→ Your objective: Some lines below hold "Hauptmann". Pick them out and copy them.

→ Material provided:
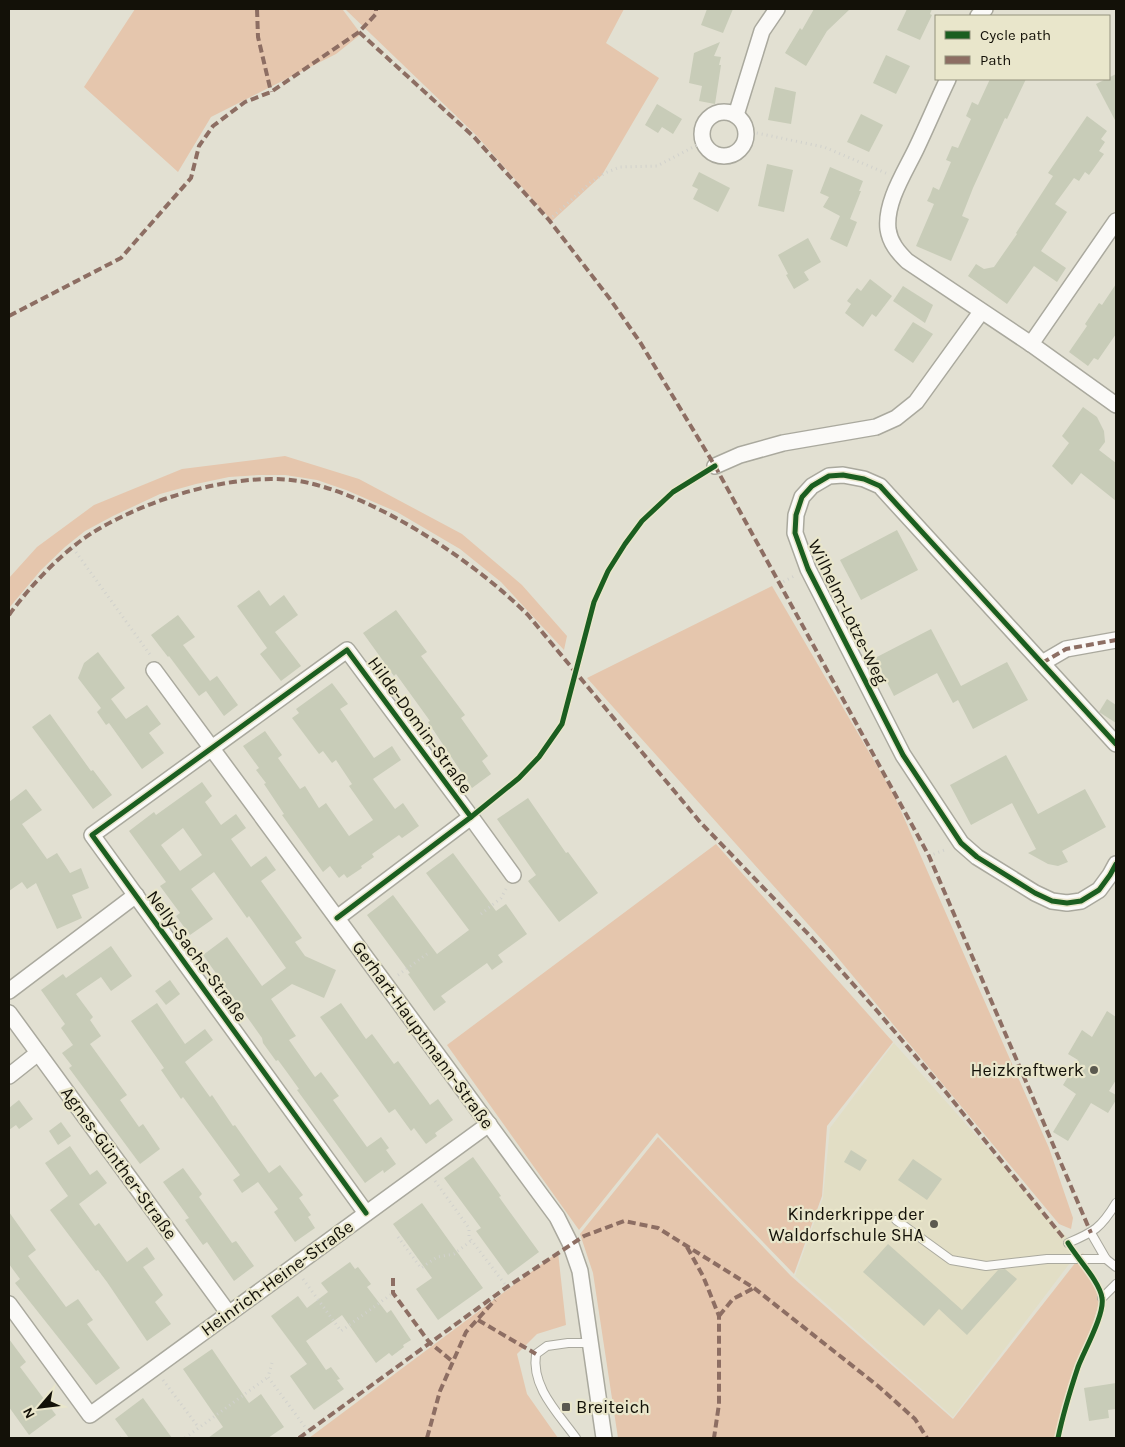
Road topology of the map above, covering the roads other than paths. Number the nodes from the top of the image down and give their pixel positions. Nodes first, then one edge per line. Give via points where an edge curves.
1 (777, 9) edge
2 (948, 80) edge
3 (736, 115) junction
4 (1116, 221) edge
5 (981, 312) junction
6 (1031, 344) junction
7 (1116, 404) edge
8 (715, 466) dead end
9 (1116, 640) edge
10 (1042, 663) junction
11 (154, 670) road end
12 (1116, 744) edge
13 (211, 749) junction
14 (470, 817) junction
15 (1116, 864) edge
16 (513, 875) road end
17 (136, 895) junction
18 (337, 918) junction
19 (9, 991) edge
20 (9, 1012) edge
21 (38, 1054) junction
22 (9, 1076) edge
23 (489, 1124) junction
24 (1116, 1203) edge
25 (366, 1213) junction
26 (896, 1220) dead end
27 (1091, 1233) junction
28 (1068, 1243) dead end
29 (1106, 1259) junction
30 (1116, 1267) edge
31 (1116, 1284) edge
32 (1102, 1298) dead end
33 (9, 1304) edge
34 (229, 1314) junction
35 (590, 1343) junction
36 (576, 1438) edge
37 (604, 1438) edge

1 - 3 street via 762,32
2 - 5 street via 900,179 890,208 888,228 894,247 907,262
3 - 3 street via 726,112 715,114 706,121 702,131 703,142 716,156 734,155 742,149 747,131
4 - 6 street
5 - 6 street
5 - 8 street via 916,402 896,418 876,427 783,443
6 - 7 street
9 - 10 street via 1066,649
10 - 12 street, Wilhelm-Lotze-Weg
10 - 15 street, Wilhelm-Lotze-Weg via 880,486 864,479 829,476 812,486 802,497 796,515 795,534 808,569 902,755 960,843 977,857 1052,901 1081,901 1099,890
11 - 13 street, Gerhart-Hauptmann-Straße
13 - 14 street, Hilde-Domin-Straße via 348,650
13 - 17 street, Nelly-Sachs-Straße via 92,835
13 - 18 street, Gerhart-Hauptmann-Straße
14 - 16 street, Hilde-Domin-Straße
14 - 18 street, Hilde-Domin-Straße
17 - 19 street
17 - 25 street, Nelly-Sachs-Straße
18 - 23 street, Gerhart-Hauptmann-Straße
20 - 21 street, Agnes-Günther-Straße
21 - 22 street
21 - 34 street, Agnes-Günther-Straße
23 - 25 street, Heinrich-Heine-Straße
23 - 35 street, Gerhart-Hauptmann-Straße via 557,1218 570,1245 580,1271
24 - 27 lane via 1106,1220
25 - 34 street, Heinrich-Heine-Straße
26 - 29 lane via 951,1260 986,1266 1047,1259
27 - 28 lane
27 - 29 lane
29 - 30 lane
31 - 32 lane
33 - 34 street, Heinrich-Heine-Straße via 90,1415
35 - 36 lane via 547,1346 536,1354 538,1382
35 - 37 street, Gerhart-Hauptmann-Straße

→ Result of this task:
11 - 13 street, Gerhart-Hauptmann-Straße
13 - 18 street, Gerhart-Hauptmann-Straße
18 - 23 street, Gerhart-Hauptmann-Straße
23 - 35 street, Gerhart-Hauptmann-Straße via 557,1218 570,1245 580,1271
35 - 37 street, Gerhart-Hauptmann-Straße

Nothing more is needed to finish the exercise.